Nelle macchine ibride Lumex di MATSUURA, che combinano produzione additiva e fresatura ad alta velocità, i sistemi di bloccaggio a punto zero sviluppati da AMF e proposti da Homberger rappresentano un fattore determinante per garantire precisione, continuità di processo ed efficienza operativa.
di Adriano Moroni
Nel panorama dell’Additive Manufacturing industriale, la vera innovazione non riguarda soltanto la fusione selettiva del metallo o l’integrazione della fresatura ad alta velocità. Spesso il vantaggio competitivo si gioca su elementi meno visibili ma determinanti, come la tecnologia di bloccaggio.
È il caso delle macchine ibride Lumex di MATSUURA, che combinano Selective Laser Melting e high-speed milling in un’unica piattaforma produttiva. In questo contesto, i sistemi di bloccaggio a punto zero sviluppati da AMF rappresentano un fattore determinante per garantire precisione, continuità di processo ed efficienza operativa.

Additivo e sottrattivo nella stessa macchina
Il principio della serie Lumex è l’integrazione tra deposizione strato su strato di polvere metallica e lavorazione meccanica intermedia.
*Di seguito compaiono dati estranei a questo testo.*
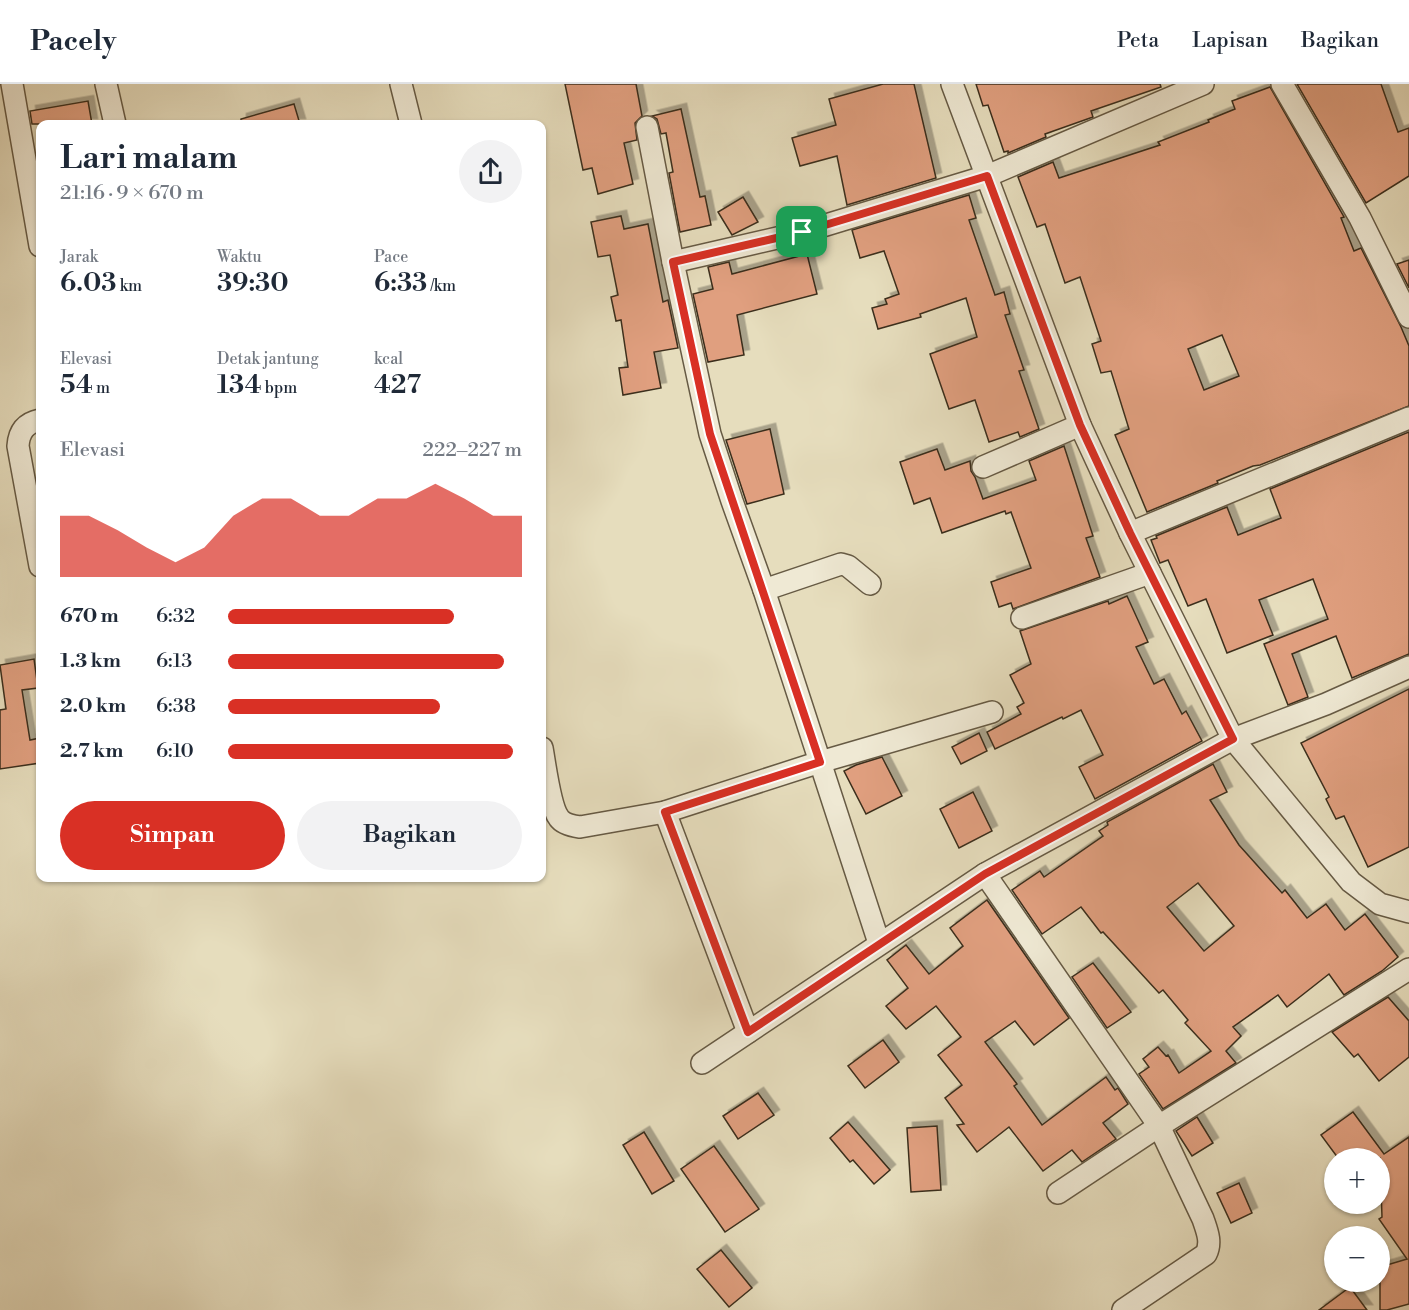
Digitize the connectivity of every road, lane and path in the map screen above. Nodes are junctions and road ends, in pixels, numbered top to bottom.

Dopo ogni ciclo di dieci strati da 50 μm, interviene una fresatura ad alta velocità con mandrini fino a 45.000 giri/min per lavorare le superfici critiche.
Questo approccio ibrido consente di ridurre in modo significativo le lavorazioni secondarie, garantendo una precisione fino a 0,005 mm.

Bloccaggio diretto del pezzo: la piastra base come parte integrante
Nelle applicazioni di tool & mould making, la piastra base non viene rimossa dal componente finito per evitare deformazioni post-lavorazione. Il sistema zero-point AMF consente un bloccaggio diretto della piastra, integrando cinque moduli K5.3 che garantiscono forze di serraggio elevate e ripetibilità costante.
Il bloccaggio avviene mediante forza elastica, con apertura pneumatica a 5 bar. Una volta serrato, il sistema rimane sicuro anche in assenza di pressione.

Resistenza a condizioni estreme
Durante la fusione nel letto di polvere, le temperature raggiungono i 1.400 °C. Anche nella zona sottostante, protetta da una piastra di 30 mm, si registrano temperature superiori ai 150 °C.
I moduli AMF sono progettati con materiali e guarnizioni selezionati per garantire stabilità anche in presenza di cicli termici ripetuti, evitando variazioni dimensionali che comprometterebbero la precisione del processo.
Riduzione drastica dei tempi di set-up
L’introduzione del sistema zero-point ha consentito di ridurre i tempi di attrezzaggio fino al 90%. In precedenza, il fissaggio richiedeva avvitatura manuale, allineamento con comparatore e calibrazione ripetuta.
Oggi il cambio piastra è rapido e ripetibile, contribuendo a riduzioni dei tempi di produzione complessivi fino al 65% in applicazioni come la realizzazione di stampi per iniezione.

Efficienza visibile, tecnologia invisibile
Gran parte della tecnologia di bloccaggio opera nel “substrato”, invisibile all’operatore. Tuttavia, è proprio questa infrastruttura nascosta a garantire stabilità, ripetibilità e vantaggio competitivo nella produzione ibrida.
Nel caso Lumex, il sistema zero-point non è un accessorio, ma un acceleratore di efficienza che contribuisce alla competitività complessiva dell’impianto.